**Exercise material:**
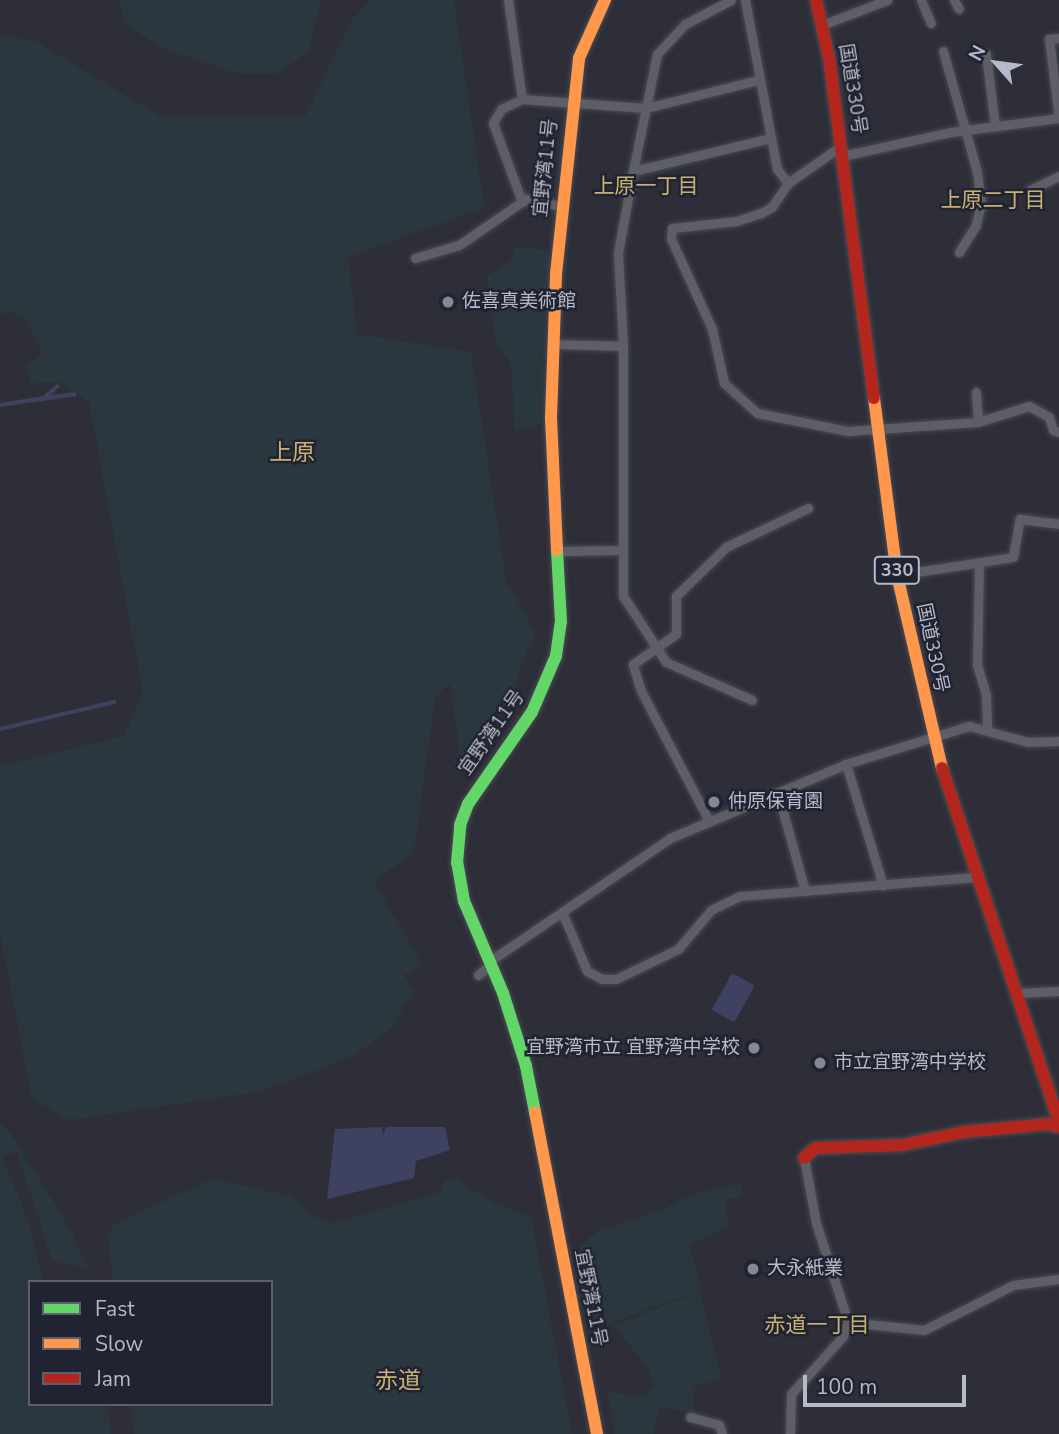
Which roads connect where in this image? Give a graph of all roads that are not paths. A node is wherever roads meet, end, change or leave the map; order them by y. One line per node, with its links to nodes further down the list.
1 (508, 0): 16 (street)
2 (605, 0): 17 (main road, 宜野湾11号)
3 (731, 0): 18 (street)
4 (745, 0): 15 (street)
5 (816, 0): 11 (main road, 国道330号 / 330)
6 (887, 0): 11 (street)
7 (921, 0): 10 (street)
8 (954, 0): 9 (street)
9 (959, 9)
10 (931, 23)
11 (822, 25): 23 (main road, 国道330号 / 330)
12 (1059, 38): 19 (street)
13 (943, 51): 21 (street)
14 (986, 54): 20 (street)
15 (758, 80): 18 (street); 22 (street)
16 (522, 99): 17 (street); 28 (street)
17 (572, 103): 18 (street); 29 (main road, 宜野湾11号)
18 (646, 108): 24 (street)
19 (1059, 118): 20 (street)
20 (995, 126): 21 (street)
21 (965, 130): 23 (street); 30 (street)
22 (770, 138): 24 (street); 26 (street)
23 (842, 151): 26 (street); 36 (main road, 国道330号 / 330)
24 (633, 171): 33 (street)
25 (1059, 176): 27 (street)
26 (788, 183): 36 (street)
27 (1030, 190)
28 (522, 202): 29 (street); 31 (street)
29 (562, 206): 32 (main road, 宜野湾11号)
30 (959, 252)
31 (415, 258)
32 (552, 344): 33 (street); 41 (main road, 宜野湾11号)
33 (623, 346): 40 (street)
34 (976, 392): 35 (street)
35 (978, 422): 36 (street); 37 (street)
36 (878, 428): 43 (main road, 国道330号 / 330)
37 (1059, 432)
38 (808, 508): 44 (street)
39 (1059, 524): 42 (street)
40 (623, 550): 41 (street); 44 (street)
41 (558, 551): 56 (main road, 宜野湾11号)
42 (979, 564): 43 (street); 46 (street)
43 (897, 575): 47 (main road, 国道330号 / 330)
44 (655, 649): 45 (street); 51 (street)
45 (752, 700)
46 (987, 729): 47 (street); 48 (street)
47 (932, 734): 49 (street); 52 (main road, 国道330号 / 330)
48 (1059, 741)
49 (846, 764): 50 (street); 53 (street)
50 (778, 793): 51 (street); 54 (street)
51 (709, 821): 55 (street)
52 (977, 877): 53 (street); 59 (main road, 国道330号 / 330)
53 (883, 886): 54 (street)
54 (805, 891): 55 (street)
55 (562, 912): 56 (street)
56 (491, 962): 57 (street); 65 (main road, 宜野湾11号)
57 (478, 975)
58 (1059, 991): 59 (street)
59 (1015, 993): 60 (main road, 国道330号 / 330)
60 (1059, 1125): 61 (main road)
61 (804, 1158): 63 (street)
62 (1059, 1279): 63 (street)
63 (848, 1322): 67 (street)
64 (690, 1417): 66 (street)
65 (597, 1434)
66 (722, 1434)
67 (790, 1434)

**Exercise details:** Leave the pictures out and transcribe the remaining material exactly.

**Exercise result:**
Which roads connect where in this image? Give a graph of all roads that are not paths. A node is wherever roads meet, end, change or leave the map; order them by y. One line per node, with its links to nodes further down the list.
1 (508, 0): 16 (street)
2 (605, 0): 17 (main road, 宜野湾11号)
3 (731, 0): 18 (street)
4 (745, 0): 15 (street)
5 (816, 0): 11 (main road, 国道330号 / 330)
6 (887, 0): 11 (street)
7 (921, 0): 10 (street)
8 (954, 0): 9 (street)
9 (959, 9)
10 (931, 23)
11 (822, 25): 23 (main road, 国道330号 / 330)
12 (1059, 38): 19 (street)
13 (943, 51): 21 (street)
14 (986, 54): 20 (street)
15 (758, 80): 18 (street); 22 (street)
16 (522, 99): 17 (street); 28 (street)
17 (572, 103): 18 (street); 29 (main road, 宜野湾11号)
18 (646, 108): 24 (street)
19 (1059, 118): 20 (street)
20 (995, 126): 21 (street)
21 (965, 130): 23 (street); 30 (street)
22 (770, 138): 24 (street); 26 (street)
23 (842, 151): 26 (street); 36 (main road, 国道330号 / 330)
24 (633, 171): 33 (street)
25 (1059, 176): 27 (street)
26 (788, 183): 36 (street)
27 (1030, 190)
28 (522, 202): 29 (street); 31 (street)
29 (562, 206): 32 (main road, 宜野湾11号)
30 (959, 252)
31 (415, 258)
32 (552, 344): 33 (street); 41 (main road, 宜野湾11号)
33 (623, 346): 40 (street)
34 (976, 392): 35 (street)
35 (978, 422): 36 (street); 37 (street)
36 (878, 428): 43 (main road, 国道330号 / 330)
37 (1059, 432)
38 (808, 508): 44 (street)
39 (1059, 524): 42 (street)
40 (623, 550): 41 (street); 44 (street)
41 (558, 551): 56 (main road, 宜野湾11号)
42 (979, 564): 43 (street); 46 (street)
43 (897, 575): 47 (main road, 国道330号 / 330)
44 (655, 649): 45 (street); 51 (street)
45 (752, 700)
46 (987, 729): 47 (street); 48 (street)
47 (932, 734): 49 (street); 52 (main road, 国道330号 / 330)
48 (1059, 741)
49 (846, 764): 50 (street); 53 (street)
50 (778, 793): 51 (street); 54 (street)
51 (709, 821): 55 (street)
52 (977, 877): 53 (street); 59 (main road, 国道330号 / 330)
53 (883, 886): 54 (street)
54 (805, 891): 55 (street)
55 (562, 912): 56 (street)
56 (491, 962): 57 (street); 65 (main road, 宜野湾11号)
57 (478, 975)
58 (1059, 991): 59 (street)
59 (1015, 993): 60 (main road, 国道330号 / 330)
60 (1059, 1125): 61 (main road)
61 (804, 1158): 63 (street)
62 (1059, 1279): 63 (street)
63 (848, 1322): 67 (street)
64 (690, 1417): 66 (street)
65 (597, 1434)
66 (722, 1434)
67 (790, 1434)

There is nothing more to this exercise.